(Dataset entries)
=-=-=
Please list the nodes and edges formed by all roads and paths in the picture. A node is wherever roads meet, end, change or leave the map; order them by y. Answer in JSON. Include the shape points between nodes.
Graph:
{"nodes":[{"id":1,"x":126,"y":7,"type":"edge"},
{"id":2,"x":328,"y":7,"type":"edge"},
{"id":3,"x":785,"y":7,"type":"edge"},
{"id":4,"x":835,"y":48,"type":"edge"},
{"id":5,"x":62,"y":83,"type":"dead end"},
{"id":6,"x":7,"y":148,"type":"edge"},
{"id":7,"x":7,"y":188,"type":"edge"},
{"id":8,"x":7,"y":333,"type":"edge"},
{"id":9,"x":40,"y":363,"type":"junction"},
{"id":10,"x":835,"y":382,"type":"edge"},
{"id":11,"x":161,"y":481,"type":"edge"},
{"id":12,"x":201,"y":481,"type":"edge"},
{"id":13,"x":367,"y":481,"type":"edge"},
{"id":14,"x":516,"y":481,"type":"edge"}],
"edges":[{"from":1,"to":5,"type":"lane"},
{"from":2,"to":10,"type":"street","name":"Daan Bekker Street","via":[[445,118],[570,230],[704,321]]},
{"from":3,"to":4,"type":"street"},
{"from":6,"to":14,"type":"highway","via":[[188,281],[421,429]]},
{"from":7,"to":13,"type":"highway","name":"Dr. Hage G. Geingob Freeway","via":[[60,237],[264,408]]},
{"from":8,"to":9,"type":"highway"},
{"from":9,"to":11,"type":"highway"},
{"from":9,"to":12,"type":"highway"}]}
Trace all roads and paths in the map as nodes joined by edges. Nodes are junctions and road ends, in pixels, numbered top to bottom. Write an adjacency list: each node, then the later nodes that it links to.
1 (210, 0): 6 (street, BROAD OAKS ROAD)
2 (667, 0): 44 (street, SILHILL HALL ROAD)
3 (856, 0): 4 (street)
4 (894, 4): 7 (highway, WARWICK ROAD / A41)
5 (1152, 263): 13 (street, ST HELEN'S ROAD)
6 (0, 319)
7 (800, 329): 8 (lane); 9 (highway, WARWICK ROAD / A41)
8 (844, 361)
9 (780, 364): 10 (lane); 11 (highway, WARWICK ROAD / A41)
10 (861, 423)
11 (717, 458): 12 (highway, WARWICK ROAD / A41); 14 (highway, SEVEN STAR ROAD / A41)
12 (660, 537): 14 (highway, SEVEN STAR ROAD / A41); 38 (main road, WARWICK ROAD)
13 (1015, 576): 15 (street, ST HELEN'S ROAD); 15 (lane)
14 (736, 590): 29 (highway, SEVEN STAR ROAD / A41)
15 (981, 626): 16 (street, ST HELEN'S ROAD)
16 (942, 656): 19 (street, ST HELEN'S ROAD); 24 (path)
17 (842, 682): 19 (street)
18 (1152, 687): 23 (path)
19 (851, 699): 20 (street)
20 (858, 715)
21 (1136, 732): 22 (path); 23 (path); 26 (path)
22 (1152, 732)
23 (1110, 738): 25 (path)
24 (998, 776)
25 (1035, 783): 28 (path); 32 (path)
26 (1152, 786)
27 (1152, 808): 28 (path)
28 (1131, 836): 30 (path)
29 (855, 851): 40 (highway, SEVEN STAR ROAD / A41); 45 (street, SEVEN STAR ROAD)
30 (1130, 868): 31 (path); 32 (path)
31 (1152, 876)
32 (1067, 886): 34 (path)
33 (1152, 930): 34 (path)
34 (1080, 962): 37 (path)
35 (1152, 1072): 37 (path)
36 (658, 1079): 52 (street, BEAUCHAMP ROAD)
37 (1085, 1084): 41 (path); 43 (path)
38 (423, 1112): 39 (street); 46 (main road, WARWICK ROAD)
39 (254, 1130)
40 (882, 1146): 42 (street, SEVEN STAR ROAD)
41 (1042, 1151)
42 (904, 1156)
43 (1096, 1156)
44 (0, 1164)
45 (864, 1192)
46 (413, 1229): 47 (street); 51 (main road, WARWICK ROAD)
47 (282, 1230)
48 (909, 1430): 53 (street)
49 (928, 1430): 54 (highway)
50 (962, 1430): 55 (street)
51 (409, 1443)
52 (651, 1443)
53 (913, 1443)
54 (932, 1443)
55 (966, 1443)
=-=-=
» Exercise objective:
Filter the entries above down to the lines that contain "edges".

» Task output:
Please list the nodes and edges formed by all roads and paths in the picture. A node is wherever roads meet, end, change or leave the map; order them by y. Answer in JSON. Include the shape points between nodes.
"edges":[{"from":1,"to":5,"type":"lane"},
Trace all roads and paths in the map as nodes joined by edges. Nodes are junctions and road ends, in pixels, numbered top to bottom. Write an adjacency list: each node, then the later nodes that it links to.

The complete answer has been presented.